Have your kids failed enough today? You might think that they fail too much every day. But what about celebrating some of those failures instead of just correcting or chastising them? That’s what the father of billionaire entrepreneur Sara Blakely did on a daily basis. She shares this routine confessional of her childhood in the Inc article “Billionaire CEO Sara Blakely Says These 7 Words Are the Best Career Advice She Ever Got” (thanks Karen) which is also echoed in her interview above:

  • “Yet when asked what the best advice she ever received was, she doesn’t talk about success. Instead, she talks about how, as a child, her father would sit her down at the dining room table and ask her the same question: ‘What did you fail at this week?’ He didn’t want to know how many As she’d gotten. He wasn’t interested in how many girl scout cookies she’d sold, how many goals she’d scored on her soccer team, or whether she’d gotten a perfect score on her math test. No, he wanted to know what she had failed at. And when she told him, do you know what his reaction was? He high-fived her.”

The documentary film ‘Race To Nowhere” looks the stresses on children to succeed in education these days highlighted the same message in the review by Cynthia Joyce”

  • “There’s a key scene in the documentary ‘Race to Nowhere’ when a high school student asks, ‘If I can’t fail, and make mistakes, then how can I be expected to learn?’ Such a question might earn a stern slap on the wrist from ‘Tiger Mom’ Amy Chua. But it’s an astute observation and one that drives home the main point of the film: that our preoccupation with testing and performance has undermined actual learning in the classroom, and may even be threatening the healthy development of kids, who frequently feel overwhelmed by the pressure to excel at all costs.”

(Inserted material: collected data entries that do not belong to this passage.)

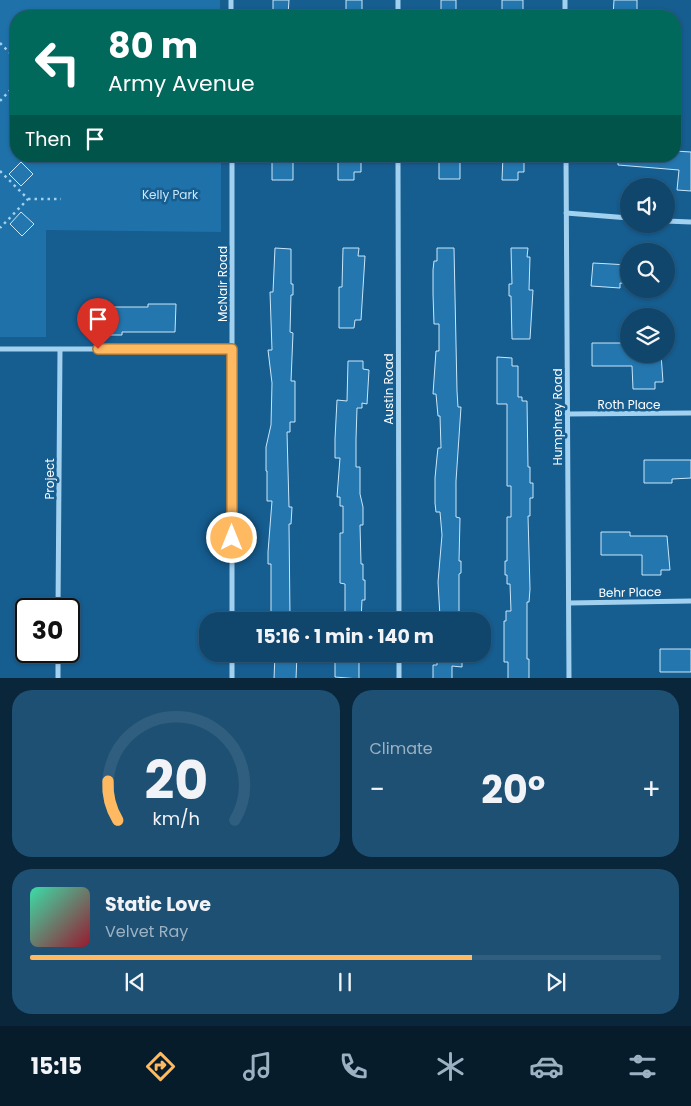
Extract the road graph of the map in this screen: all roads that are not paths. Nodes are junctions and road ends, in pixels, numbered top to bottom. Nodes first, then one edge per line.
1 (232, 162) edge
2 (398, 162) edge
3 (566, 162) edge
4 (566, 213) junction
5 (620, 217) edge
6 (675, 221) edge
7 (691, 222) edge
8 (0, 349) edge
9 (60, 349) junction
10 (232, 349) junction
11 (691, 413) edge
12 (567, 414) junction
13 (58, 598) edge
14 (691, 601) edge
15 (568, 603) junction
16 (232, 612) edge
17 (399, 612) edge
18 (232, 662) edge
19 (399, 662) edge
20 (58, 663) edge
21 (58, 678) edge
22 (232, 678) edge
23 (399, 678) edge
24 (569, 678) edge

1 - 10 street, McNair Road
2 - 17 street, Austin Road
3 - 4 street, Humphrey Road
4 - 5 street
4 - 12 street, Humphrey Road
6 - 7 street
8 - 9 street
9 - 10 street
9 - 13 street, Project
10 - 16 street, McNair Road
11 - 12 street, Roth Place
12 - 15 street, Humphrey Road
14 - 15 street, Behr Place
15 - 24 street, Humphrey Road
18 - 22 street
19 - 23 street
20 - 21 street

These comments reminded me of a “Working Families” conference where I presented a paper. Lancashire (Gen Y) student on the panel provided the obverse perspective of not embracing failure in one’s childhood:

  • “Generation Y have grown up having never had to deal with failure (because often you got an award for just showing up) and as a result they often have difficulty taking critical feedback. I remember when I first failed at something at school, it nearly crushed me. There is a fragility in Gen Y that comes from this lack of having to confront failure.”